> [What needs to be done]: Restate only the tail of the data below, starting at the line that contains "Bounding boxes for" and including the last line, word for word.

> [Provided information]:
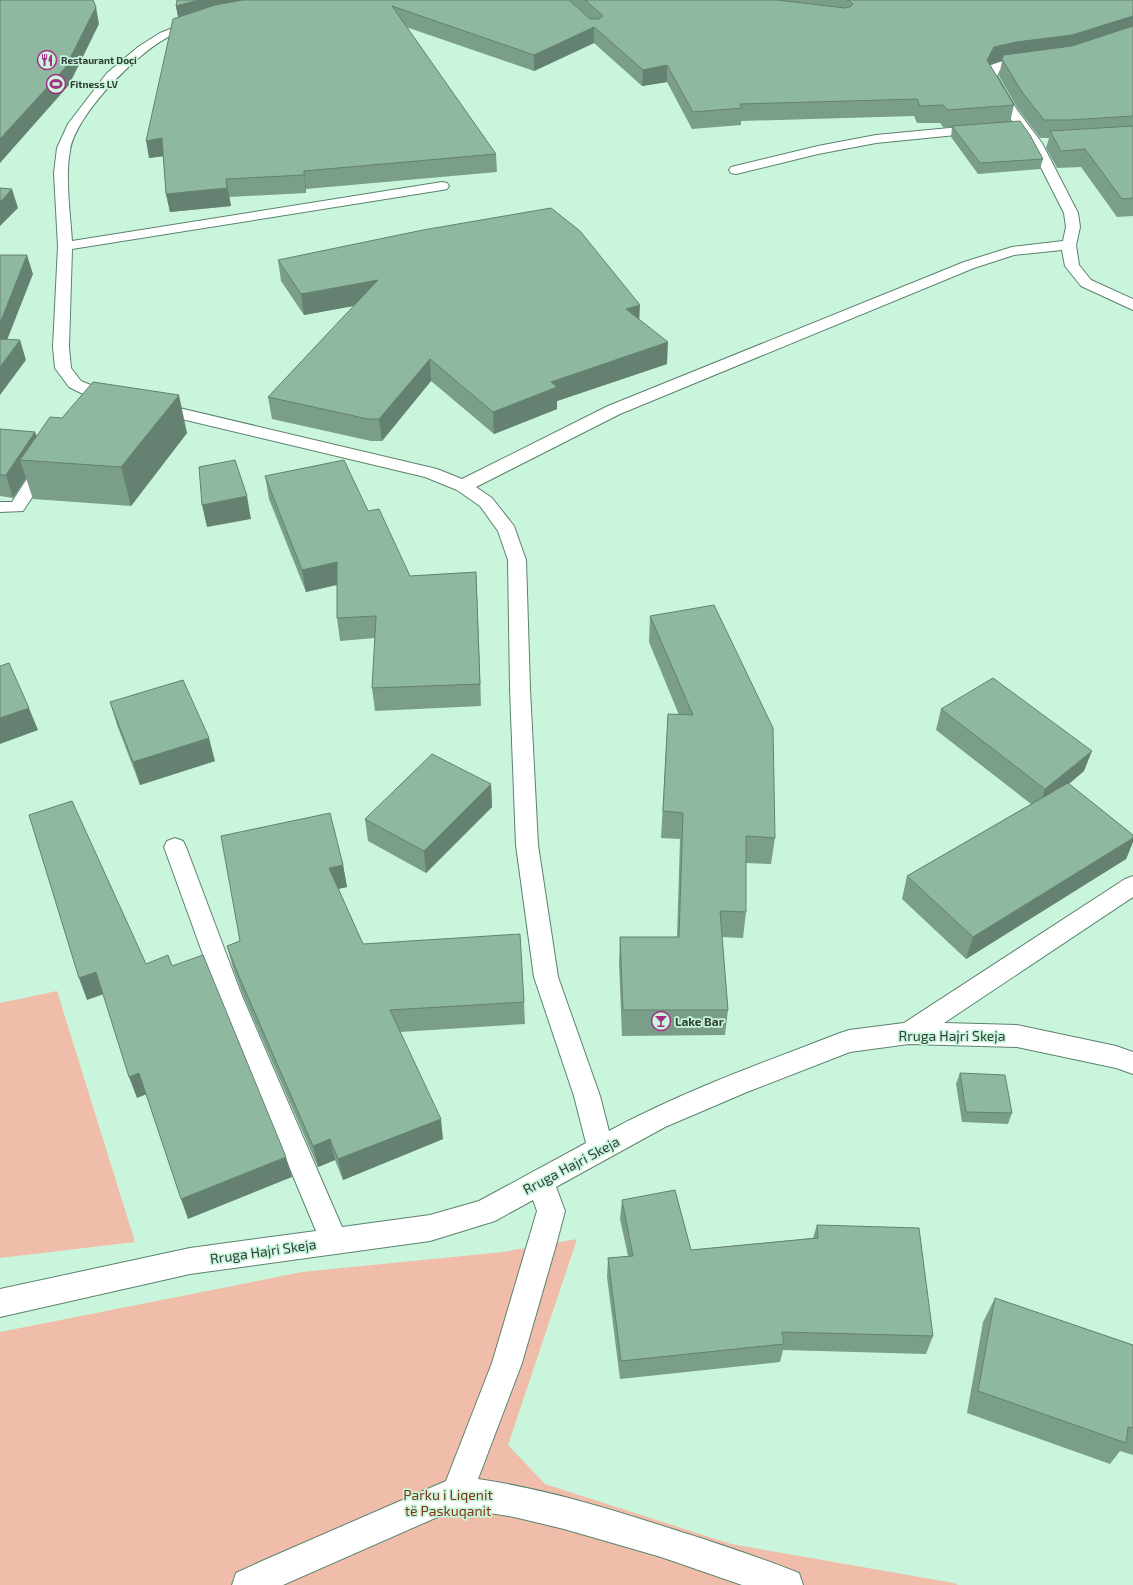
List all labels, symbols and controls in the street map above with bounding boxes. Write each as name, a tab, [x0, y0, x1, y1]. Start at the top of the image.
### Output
restaurant icon: Restaurant Doçi	[36, 49, 58, 71]
place label: Restaurant Doçi	[61, 54, 137, 67]
sports icon: Fitness LV	[45, 73, 67, 95]
place label: Fitness LV	[70, 78, 118, 90]
bar icon: Lake Bar	[650, 1010, 672, 1032]
place label: Lake Bar	[675, 1014, 724, 1028]
street label: Rruga Hajri Skeja	[898, 1027, 1006, 1044]
street label: Rruga Hajri Skeja	[520, 1132, 622, 1198]
street label: Rruga Hajri Skeja	[209, 1235, 317, 1267]
park label: Parku i Liqenit të Paskuqanit	[403, 1486, 493, 1519]

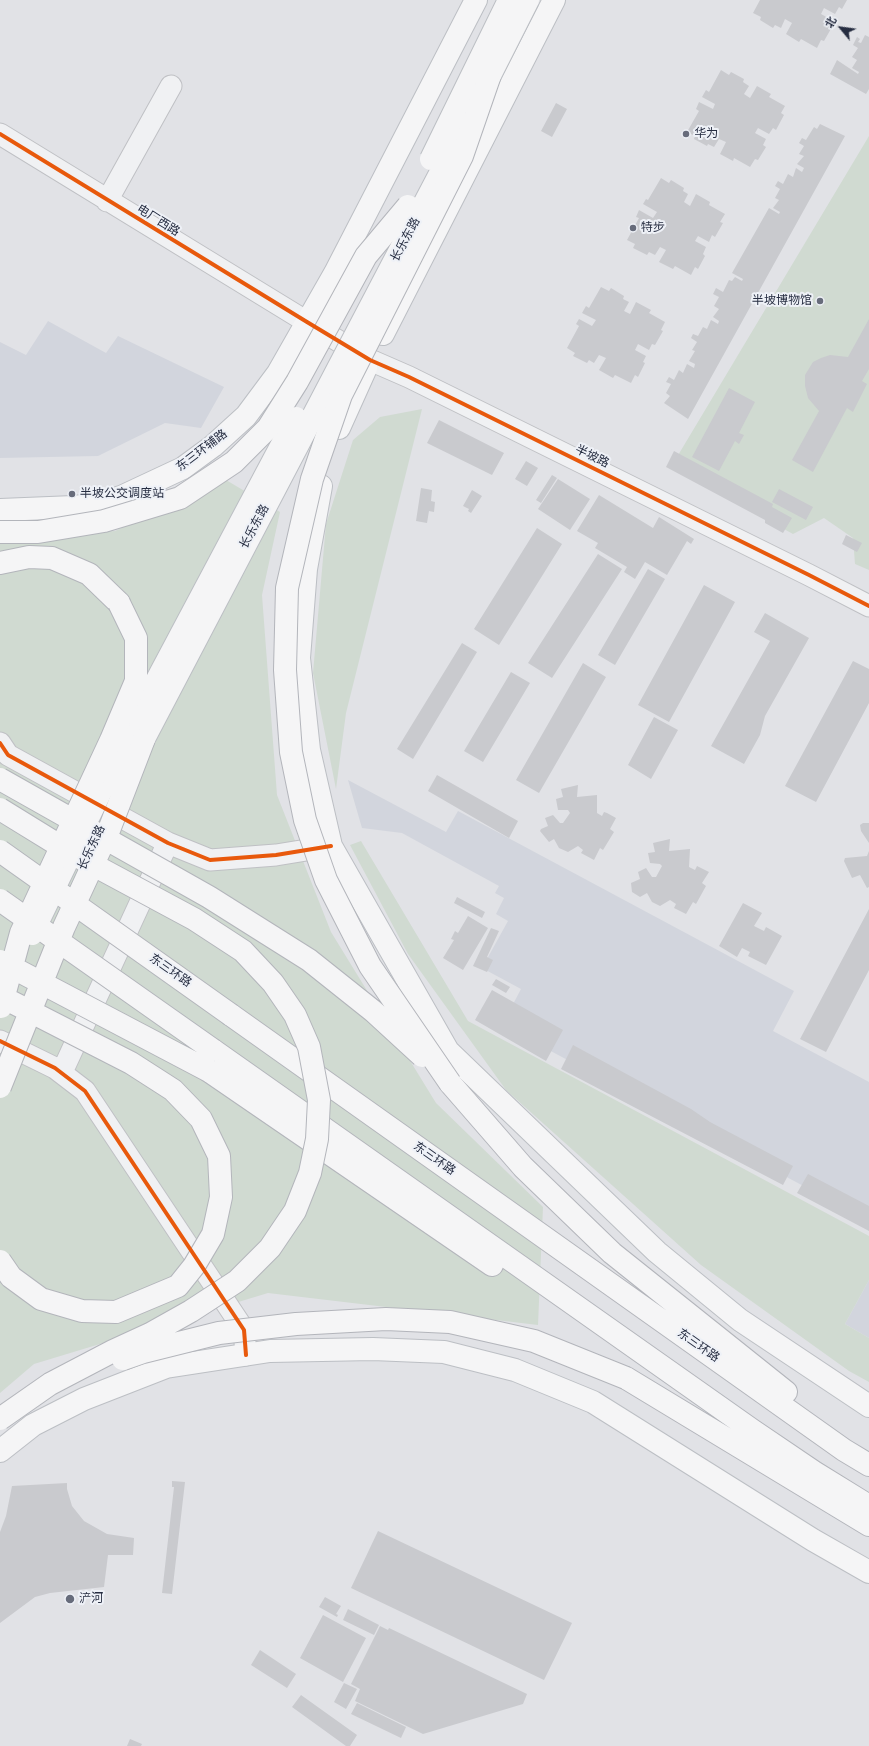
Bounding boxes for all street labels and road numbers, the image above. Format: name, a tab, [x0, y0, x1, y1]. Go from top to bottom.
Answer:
street label: 电厂西路	[134, 202, 182, 240]
street label: 长乐东路	[388, 215, 424, 265]
street label: 东三环辅路	[174, 427, 230, 475]
street label: 半坡路	[573, 443, 611, 471]
street label: 长乐东路	[237, 502, 273, 552]
street label: 长乐东路	[75, 823, 109, 873]
street label: 东三环路	[146, 951, 194, 991]
street label: 东三环路	[410, 1139, 458, 1179]
street label: 东三环路	[674, 1326, 722, 1366]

> [Solved problem]:
Bounding boxes for all street labels and road numbers, the image above. Format: name, a tab, [x0, y0, x1, y1]. Go from top to bottom.
Answer:
street label: 电厂西路	[134, 202, 182, 240]
street label: 长乐东路	[388, 215, 424, 265]
street label: 东三环辅路	[174, 427, 230, 475]
street label: 半坡路	[573, 443, 611, 471]
street label: 长乐东路	[237, 502, 273, 552]
street label: 长乐东路	[75, 823, 109, 873]
street label: 东三环路	[146, 951, 194, 991]
street label: 东三环路	[410, 1139, 458, 1179]
street label: 东三环路	[674, 1326, 722, 1366]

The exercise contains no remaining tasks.